On a constaté en Afrique du Sud un phénomène que l'on retrouve sous une forme ou une autre dans d'autres pays: les travailleurs les moins instruits sont ceux qui sont les plus éloignés du monde syndical; de ce fait, ils sont les moins informés sur les avantages de la syndicalisation et, par conséquent, ils sont les moins nombreux à adhérer à un syndicat et à participer à des activités syndicales. Paradoxalement, ce sont justement eux, les travailleurs les moins instruits et les plus démunis (catégorie qui englobe de nombreuses femmes), qui ont le plus besoin de véritables mécanismes de représentation collective pour lutter contre les multiples formes d'insécurité auxquelles ils sont confrontés.
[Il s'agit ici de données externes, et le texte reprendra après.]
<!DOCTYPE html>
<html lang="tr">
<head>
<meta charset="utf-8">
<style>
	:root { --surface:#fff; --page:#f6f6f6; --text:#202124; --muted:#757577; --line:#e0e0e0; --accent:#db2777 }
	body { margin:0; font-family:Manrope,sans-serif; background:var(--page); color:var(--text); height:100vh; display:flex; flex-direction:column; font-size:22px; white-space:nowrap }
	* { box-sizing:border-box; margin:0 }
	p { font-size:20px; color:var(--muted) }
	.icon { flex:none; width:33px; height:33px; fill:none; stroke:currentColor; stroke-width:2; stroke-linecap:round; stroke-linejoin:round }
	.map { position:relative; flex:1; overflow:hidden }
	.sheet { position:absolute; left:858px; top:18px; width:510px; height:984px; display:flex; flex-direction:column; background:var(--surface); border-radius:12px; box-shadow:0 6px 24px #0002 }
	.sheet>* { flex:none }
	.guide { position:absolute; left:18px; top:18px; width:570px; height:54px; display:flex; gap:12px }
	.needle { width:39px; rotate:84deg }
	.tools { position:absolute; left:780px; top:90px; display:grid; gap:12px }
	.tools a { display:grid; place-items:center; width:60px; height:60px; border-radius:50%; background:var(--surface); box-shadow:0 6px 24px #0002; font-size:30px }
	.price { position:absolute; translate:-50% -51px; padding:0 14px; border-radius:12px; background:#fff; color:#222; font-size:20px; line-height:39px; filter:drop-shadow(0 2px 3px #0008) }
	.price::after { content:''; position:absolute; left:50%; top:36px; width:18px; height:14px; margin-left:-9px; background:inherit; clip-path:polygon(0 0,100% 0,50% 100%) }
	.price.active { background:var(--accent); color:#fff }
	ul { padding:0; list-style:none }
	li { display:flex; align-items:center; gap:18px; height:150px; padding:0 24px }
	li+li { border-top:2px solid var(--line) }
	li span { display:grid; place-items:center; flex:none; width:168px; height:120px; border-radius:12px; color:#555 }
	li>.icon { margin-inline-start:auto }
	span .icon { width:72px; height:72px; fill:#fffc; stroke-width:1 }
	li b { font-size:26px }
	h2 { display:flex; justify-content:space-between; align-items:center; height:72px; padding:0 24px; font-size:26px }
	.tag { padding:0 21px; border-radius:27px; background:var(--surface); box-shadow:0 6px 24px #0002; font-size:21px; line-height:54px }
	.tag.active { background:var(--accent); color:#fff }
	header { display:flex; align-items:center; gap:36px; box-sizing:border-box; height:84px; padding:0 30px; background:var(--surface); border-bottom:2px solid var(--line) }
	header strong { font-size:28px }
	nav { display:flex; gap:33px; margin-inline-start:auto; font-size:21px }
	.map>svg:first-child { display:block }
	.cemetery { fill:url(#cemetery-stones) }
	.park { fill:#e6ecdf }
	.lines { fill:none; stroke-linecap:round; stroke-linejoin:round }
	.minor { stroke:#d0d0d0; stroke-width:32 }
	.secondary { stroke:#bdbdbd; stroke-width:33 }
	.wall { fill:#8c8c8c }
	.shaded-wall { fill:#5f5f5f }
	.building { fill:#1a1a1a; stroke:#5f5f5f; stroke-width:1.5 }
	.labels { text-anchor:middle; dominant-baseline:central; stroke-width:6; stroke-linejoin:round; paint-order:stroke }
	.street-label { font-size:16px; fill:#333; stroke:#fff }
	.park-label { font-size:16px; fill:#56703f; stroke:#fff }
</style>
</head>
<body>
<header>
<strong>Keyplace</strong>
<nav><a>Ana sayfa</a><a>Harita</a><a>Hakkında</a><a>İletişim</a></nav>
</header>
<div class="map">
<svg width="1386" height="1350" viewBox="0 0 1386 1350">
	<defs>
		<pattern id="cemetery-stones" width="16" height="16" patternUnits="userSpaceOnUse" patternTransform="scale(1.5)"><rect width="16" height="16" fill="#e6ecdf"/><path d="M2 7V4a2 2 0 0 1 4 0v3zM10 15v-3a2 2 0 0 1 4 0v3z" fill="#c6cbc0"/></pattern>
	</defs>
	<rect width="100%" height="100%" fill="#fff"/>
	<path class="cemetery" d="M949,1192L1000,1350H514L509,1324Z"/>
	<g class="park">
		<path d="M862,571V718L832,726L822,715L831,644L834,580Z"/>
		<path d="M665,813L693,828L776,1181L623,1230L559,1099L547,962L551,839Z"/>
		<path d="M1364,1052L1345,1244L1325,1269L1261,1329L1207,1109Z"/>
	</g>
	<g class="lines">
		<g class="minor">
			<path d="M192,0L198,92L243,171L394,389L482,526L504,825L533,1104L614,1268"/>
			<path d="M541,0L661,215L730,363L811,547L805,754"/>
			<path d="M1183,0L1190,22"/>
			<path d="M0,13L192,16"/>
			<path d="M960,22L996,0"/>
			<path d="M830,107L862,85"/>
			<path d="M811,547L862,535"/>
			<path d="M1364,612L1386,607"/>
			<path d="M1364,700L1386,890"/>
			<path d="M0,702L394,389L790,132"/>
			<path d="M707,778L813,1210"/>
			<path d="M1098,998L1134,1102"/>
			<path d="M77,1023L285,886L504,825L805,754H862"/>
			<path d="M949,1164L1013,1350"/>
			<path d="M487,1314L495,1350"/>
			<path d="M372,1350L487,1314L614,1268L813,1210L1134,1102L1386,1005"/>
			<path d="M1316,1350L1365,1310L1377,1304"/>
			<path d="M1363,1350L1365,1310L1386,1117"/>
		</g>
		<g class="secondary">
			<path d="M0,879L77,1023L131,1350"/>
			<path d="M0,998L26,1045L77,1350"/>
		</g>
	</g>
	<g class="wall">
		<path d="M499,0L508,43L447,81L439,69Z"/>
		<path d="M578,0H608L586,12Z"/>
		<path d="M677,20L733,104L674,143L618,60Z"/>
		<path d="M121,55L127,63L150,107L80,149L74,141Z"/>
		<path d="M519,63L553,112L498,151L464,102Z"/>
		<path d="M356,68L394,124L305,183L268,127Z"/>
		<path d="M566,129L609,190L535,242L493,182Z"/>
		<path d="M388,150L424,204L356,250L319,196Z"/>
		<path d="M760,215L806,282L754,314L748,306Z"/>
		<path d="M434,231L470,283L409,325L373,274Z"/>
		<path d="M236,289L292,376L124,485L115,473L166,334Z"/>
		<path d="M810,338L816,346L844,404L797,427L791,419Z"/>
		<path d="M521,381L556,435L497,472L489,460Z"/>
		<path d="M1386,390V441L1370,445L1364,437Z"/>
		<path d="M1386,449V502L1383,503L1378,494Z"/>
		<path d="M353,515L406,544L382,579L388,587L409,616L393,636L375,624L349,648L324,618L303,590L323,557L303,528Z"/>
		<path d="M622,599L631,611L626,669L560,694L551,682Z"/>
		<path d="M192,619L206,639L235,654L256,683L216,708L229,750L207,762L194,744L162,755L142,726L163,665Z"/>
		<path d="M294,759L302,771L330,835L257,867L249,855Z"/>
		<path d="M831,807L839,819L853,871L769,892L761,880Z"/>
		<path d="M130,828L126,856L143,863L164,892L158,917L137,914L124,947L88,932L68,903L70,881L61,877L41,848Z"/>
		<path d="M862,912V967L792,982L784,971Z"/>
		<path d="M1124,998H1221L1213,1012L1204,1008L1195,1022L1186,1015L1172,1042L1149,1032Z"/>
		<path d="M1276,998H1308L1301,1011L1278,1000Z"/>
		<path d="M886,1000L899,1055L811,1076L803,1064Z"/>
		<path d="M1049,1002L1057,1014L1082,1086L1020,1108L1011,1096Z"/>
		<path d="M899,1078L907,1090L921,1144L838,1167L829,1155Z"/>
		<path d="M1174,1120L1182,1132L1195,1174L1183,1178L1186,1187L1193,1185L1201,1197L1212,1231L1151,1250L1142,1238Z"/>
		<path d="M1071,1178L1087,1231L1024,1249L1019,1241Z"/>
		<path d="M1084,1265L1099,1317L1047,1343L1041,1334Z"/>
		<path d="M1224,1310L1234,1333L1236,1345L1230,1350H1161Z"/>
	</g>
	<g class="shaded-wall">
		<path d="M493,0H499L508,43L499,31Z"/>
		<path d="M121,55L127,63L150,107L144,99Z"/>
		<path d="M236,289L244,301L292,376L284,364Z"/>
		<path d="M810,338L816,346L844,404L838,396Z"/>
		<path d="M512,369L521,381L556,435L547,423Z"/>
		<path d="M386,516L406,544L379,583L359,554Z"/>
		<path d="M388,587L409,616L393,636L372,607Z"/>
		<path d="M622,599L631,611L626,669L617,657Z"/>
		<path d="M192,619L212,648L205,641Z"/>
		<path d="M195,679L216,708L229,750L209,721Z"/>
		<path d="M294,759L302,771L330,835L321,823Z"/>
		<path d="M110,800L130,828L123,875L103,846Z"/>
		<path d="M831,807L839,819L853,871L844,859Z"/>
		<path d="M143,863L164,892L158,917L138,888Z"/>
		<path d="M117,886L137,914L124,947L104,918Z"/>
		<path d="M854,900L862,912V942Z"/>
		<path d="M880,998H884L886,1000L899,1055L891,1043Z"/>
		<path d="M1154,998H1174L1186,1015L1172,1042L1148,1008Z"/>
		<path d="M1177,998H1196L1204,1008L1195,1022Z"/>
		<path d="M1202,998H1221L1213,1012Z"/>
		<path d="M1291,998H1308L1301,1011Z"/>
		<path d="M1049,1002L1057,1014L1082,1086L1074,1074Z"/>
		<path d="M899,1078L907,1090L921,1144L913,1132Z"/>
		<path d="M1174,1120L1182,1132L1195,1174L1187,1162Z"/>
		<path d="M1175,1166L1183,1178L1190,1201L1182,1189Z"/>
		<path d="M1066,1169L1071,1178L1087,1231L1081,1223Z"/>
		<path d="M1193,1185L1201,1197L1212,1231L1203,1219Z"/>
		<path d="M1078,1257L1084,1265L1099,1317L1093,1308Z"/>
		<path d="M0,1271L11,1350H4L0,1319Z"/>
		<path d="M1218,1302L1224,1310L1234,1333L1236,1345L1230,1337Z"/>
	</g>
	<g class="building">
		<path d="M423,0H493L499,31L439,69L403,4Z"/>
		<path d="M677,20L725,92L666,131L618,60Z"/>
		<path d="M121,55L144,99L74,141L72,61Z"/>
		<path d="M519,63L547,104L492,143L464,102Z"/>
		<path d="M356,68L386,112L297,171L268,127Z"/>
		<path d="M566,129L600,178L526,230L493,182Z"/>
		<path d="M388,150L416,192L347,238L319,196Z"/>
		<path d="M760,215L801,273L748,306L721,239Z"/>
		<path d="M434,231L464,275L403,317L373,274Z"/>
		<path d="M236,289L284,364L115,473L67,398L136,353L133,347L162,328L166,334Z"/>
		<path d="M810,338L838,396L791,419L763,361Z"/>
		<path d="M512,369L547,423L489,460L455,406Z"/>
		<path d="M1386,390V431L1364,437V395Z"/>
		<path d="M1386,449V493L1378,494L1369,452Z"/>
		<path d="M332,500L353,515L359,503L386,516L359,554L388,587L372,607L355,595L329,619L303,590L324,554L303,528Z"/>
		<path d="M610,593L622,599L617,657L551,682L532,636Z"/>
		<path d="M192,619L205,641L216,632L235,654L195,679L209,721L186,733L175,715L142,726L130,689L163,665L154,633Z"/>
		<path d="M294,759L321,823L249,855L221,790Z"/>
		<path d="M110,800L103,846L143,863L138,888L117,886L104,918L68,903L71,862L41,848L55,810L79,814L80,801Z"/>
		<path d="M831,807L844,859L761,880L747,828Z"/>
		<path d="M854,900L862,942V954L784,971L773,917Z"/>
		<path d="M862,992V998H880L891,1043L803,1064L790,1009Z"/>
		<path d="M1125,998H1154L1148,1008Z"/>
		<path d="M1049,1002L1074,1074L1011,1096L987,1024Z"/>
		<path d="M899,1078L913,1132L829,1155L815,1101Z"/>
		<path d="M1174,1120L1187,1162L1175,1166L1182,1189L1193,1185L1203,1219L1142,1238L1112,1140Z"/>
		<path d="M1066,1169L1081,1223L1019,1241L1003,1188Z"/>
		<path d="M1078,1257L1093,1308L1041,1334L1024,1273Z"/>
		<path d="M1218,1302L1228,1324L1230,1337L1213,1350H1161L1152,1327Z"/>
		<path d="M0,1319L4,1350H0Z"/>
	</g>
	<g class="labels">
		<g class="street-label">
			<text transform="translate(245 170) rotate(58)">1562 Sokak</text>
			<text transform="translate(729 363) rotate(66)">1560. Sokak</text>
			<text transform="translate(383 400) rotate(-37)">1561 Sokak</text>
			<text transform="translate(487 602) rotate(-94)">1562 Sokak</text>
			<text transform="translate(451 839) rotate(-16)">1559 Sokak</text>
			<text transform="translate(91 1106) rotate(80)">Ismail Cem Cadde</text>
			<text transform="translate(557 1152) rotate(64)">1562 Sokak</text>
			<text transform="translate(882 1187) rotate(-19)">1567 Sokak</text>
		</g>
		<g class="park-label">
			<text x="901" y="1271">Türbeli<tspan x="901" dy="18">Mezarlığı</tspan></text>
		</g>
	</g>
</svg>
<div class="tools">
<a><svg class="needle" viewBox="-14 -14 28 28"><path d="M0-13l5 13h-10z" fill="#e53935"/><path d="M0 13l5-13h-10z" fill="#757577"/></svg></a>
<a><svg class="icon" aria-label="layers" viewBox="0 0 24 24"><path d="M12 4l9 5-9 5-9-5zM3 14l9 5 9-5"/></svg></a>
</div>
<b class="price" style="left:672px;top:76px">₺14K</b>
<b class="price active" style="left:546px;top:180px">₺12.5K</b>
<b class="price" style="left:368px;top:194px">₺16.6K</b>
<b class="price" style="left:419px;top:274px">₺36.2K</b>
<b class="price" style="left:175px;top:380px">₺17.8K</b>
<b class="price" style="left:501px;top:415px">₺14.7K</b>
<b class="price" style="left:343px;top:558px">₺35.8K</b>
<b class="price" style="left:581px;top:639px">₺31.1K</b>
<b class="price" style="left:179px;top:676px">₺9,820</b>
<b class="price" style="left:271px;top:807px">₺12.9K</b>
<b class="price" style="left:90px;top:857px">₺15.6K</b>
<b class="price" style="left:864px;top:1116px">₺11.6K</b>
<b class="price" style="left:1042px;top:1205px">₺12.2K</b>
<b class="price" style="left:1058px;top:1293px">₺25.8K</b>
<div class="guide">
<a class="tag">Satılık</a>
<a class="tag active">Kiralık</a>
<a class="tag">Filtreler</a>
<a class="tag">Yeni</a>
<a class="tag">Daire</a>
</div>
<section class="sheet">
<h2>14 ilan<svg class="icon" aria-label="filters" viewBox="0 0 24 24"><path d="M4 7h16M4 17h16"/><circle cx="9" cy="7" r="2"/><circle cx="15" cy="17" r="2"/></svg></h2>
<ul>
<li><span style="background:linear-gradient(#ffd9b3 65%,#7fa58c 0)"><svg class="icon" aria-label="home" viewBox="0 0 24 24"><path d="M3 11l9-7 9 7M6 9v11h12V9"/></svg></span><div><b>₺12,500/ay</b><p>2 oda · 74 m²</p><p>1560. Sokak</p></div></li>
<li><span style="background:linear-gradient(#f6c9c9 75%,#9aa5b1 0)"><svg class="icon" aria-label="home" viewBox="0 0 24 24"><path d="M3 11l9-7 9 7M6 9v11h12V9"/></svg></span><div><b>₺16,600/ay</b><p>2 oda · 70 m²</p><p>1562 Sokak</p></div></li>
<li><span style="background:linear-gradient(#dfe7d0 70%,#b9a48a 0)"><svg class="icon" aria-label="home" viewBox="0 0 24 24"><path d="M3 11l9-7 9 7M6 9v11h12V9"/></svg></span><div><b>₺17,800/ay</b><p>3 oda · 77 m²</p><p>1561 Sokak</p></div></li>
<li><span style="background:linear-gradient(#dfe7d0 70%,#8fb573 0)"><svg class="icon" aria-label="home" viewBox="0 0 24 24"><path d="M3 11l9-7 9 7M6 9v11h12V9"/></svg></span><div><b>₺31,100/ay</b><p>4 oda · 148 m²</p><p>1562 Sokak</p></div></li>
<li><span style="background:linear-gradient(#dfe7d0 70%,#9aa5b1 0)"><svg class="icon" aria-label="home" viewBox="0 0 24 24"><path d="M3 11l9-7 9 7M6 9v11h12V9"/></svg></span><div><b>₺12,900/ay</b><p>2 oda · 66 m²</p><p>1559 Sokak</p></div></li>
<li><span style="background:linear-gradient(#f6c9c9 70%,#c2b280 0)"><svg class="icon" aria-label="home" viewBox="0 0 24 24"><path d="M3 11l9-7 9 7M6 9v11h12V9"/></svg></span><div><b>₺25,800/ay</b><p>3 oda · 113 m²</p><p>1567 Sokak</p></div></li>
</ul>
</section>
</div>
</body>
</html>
Ce qui est inquiétant en Afrique, plus encore que dans n'importe quelle autre région, c'est l'absence de mécanismes de représentation dans le monde du travail à l'heure de la mondialisation. Cette situation est une grande source d'insécurité pour les travailleurs.

8. Quel rôle la mondialisation et la libéralisation du commerce jouent-elles dans ce contexte?
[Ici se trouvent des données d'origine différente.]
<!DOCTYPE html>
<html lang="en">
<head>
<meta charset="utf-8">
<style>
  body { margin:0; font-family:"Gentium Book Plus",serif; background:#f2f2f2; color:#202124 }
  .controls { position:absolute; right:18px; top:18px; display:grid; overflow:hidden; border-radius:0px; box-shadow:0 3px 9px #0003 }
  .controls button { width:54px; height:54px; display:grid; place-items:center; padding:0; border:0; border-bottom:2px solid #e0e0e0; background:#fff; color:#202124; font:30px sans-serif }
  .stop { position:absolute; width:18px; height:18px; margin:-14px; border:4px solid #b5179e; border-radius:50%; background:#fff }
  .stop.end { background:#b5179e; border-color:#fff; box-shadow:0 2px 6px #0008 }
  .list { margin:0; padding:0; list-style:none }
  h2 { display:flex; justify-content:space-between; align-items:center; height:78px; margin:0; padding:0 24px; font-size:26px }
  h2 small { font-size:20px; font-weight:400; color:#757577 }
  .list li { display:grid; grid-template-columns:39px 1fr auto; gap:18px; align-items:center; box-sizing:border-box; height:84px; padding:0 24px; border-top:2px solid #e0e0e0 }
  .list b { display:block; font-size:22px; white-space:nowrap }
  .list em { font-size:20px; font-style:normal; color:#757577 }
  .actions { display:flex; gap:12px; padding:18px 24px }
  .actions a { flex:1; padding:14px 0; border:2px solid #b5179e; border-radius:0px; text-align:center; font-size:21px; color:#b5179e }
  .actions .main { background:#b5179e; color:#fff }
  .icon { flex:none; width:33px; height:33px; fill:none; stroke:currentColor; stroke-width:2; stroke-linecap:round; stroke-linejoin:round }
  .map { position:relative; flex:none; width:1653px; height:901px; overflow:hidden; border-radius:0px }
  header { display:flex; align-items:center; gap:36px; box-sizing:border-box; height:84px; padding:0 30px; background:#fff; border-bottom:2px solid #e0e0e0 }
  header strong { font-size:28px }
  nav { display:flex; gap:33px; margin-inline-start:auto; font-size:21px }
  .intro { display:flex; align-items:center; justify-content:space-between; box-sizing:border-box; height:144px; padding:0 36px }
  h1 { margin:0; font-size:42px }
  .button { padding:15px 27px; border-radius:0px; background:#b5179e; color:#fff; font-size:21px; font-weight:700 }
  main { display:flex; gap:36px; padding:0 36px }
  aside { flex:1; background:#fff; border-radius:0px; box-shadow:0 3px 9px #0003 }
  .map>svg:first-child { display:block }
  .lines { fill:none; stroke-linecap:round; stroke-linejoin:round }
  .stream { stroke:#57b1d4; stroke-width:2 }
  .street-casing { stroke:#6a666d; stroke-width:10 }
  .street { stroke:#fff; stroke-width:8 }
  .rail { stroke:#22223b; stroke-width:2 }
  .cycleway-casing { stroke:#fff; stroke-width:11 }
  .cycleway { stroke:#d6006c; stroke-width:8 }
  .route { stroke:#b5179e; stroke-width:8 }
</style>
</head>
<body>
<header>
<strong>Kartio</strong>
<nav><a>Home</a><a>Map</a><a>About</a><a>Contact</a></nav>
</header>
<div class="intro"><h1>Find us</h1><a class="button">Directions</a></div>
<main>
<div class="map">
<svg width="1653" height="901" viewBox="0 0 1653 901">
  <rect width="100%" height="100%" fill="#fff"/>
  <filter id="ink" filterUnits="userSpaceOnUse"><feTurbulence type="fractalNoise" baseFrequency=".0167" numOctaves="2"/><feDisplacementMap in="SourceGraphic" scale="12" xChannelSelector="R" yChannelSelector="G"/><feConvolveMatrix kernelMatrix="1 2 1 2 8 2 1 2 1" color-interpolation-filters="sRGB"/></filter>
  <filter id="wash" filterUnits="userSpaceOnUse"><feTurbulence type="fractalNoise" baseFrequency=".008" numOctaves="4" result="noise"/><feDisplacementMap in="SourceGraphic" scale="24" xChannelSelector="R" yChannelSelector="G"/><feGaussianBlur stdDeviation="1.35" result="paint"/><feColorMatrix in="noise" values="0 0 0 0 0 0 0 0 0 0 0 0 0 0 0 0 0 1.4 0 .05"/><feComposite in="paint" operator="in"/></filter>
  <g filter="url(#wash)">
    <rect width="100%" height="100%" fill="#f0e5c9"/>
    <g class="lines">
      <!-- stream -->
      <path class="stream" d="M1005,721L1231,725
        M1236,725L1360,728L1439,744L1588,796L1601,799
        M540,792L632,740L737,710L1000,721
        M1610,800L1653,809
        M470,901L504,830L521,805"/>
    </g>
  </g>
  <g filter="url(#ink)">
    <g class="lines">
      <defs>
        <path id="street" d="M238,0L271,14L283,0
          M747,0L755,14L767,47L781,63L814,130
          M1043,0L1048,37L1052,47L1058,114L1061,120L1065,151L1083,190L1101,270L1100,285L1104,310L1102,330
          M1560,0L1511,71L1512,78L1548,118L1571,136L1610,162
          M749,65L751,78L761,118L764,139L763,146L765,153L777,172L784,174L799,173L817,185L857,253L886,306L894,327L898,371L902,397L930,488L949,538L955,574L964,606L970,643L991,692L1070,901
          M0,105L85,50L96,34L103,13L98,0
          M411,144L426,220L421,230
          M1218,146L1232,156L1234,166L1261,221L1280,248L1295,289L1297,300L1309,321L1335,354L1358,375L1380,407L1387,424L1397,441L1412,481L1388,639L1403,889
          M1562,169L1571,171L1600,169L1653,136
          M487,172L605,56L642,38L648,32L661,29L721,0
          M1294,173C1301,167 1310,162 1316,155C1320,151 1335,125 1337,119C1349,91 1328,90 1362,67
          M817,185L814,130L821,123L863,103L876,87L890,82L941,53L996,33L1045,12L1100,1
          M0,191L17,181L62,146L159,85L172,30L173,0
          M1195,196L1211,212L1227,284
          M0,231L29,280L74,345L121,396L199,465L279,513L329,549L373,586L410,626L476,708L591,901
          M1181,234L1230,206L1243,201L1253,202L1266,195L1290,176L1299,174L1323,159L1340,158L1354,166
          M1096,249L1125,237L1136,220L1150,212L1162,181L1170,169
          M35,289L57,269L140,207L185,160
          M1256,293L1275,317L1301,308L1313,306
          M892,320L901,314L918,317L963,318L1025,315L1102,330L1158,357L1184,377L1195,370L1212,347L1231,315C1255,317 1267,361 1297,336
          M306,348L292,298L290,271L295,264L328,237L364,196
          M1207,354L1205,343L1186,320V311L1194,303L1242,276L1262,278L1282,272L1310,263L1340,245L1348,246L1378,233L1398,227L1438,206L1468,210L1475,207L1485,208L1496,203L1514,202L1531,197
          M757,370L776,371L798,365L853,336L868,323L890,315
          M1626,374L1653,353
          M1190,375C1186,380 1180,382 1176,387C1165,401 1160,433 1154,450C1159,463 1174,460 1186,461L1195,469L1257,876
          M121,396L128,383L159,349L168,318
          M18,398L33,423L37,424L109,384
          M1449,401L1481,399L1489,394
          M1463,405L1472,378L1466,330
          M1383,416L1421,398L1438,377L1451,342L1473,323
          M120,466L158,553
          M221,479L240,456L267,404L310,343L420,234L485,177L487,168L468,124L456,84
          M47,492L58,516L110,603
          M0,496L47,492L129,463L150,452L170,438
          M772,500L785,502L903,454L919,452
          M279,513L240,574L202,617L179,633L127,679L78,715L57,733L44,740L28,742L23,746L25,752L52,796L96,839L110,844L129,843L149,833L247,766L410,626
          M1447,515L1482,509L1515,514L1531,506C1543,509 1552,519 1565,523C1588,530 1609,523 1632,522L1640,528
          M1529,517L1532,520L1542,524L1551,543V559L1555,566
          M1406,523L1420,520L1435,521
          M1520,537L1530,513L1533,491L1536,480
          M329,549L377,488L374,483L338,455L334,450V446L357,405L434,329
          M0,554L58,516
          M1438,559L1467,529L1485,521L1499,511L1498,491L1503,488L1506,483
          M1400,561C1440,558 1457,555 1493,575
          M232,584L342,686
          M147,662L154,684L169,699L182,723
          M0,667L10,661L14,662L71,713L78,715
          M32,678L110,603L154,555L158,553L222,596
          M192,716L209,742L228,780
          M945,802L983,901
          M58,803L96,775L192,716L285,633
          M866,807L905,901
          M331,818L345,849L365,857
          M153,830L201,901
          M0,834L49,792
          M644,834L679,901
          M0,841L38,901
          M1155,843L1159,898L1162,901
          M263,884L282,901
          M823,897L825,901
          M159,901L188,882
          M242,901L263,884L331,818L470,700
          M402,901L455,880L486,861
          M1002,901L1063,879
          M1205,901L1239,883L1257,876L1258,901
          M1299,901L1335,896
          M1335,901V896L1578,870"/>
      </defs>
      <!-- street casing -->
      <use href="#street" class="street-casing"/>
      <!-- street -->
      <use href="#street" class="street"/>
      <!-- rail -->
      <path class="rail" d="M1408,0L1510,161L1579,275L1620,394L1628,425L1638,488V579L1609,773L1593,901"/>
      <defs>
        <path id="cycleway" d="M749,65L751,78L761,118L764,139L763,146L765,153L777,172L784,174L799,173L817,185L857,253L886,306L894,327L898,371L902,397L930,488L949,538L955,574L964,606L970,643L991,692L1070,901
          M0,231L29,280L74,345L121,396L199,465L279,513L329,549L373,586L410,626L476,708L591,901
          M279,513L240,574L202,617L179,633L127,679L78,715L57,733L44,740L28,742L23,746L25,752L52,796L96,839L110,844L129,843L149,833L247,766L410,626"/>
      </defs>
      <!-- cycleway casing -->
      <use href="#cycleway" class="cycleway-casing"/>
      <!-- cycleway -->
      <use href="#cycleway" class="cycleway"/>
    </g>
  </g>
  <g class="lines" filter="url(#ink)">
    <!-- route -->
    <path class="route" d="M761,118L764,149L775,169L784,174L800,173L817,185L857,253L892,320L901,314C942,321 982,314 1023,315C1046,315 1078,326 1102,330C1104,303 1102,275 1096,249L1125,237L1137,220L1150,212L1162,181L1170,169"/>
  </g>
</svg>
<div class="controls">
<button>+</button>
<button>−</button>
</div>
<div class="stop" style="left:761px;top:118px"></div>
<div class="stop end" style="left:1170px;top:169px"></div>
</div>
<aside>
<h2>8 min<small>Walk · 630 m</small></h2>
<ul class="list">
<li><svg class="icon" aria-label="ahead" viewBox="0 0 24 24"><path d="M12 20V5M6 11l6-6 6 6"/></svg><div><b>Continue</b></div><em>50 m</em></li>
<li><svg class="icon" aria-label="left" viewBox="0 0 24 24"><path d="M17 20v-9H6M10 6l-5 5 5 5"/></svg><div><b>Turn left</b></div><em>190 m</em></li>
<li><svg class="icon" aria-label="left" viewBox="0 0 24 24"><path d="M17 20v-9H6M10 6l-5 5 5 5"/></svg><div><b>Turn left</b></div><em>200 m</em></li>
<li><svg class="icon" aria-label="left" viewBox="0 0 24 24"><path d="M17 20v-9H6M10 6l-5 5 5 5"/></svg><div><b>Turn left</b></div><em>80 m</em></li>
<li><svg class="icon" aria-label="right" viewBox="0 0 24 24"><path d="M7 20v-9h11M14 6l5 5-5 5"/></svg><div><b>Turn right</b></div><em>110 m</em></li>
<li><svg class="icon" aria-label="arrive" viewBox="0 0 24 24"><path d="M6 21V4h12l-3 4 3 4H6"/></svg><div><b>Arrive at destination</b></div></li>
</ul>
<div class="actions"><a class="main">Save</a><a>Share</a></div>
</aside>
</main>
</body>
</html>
A ce sujet, il convient de noter un point intéressant, quoique sujet à controverse, qui a été soulevé dans une précédente étude mondiale du BIT ( Note 2). Alors que la libéralisation du commerce favorise la sécurité économique, on constate que, dans les pays en développement, l'ouverture des marchés de capitaux peut avoir des conséquences néfastes sur la sécurité économique. A notre avis, cela s'explique par le fait que, si ces pays ne créent pas au préalable des institutions capables de faire face aux crises financières, l'ouverture des marchés de capitaux a pour effet d'aggraver l'instabilité économique.


Note 1

Note 2 - La sécurité économique pour un monde meilleur, Bureau international du Travail, Programme focal sur la sécurité socio-économique, Genève, 2004.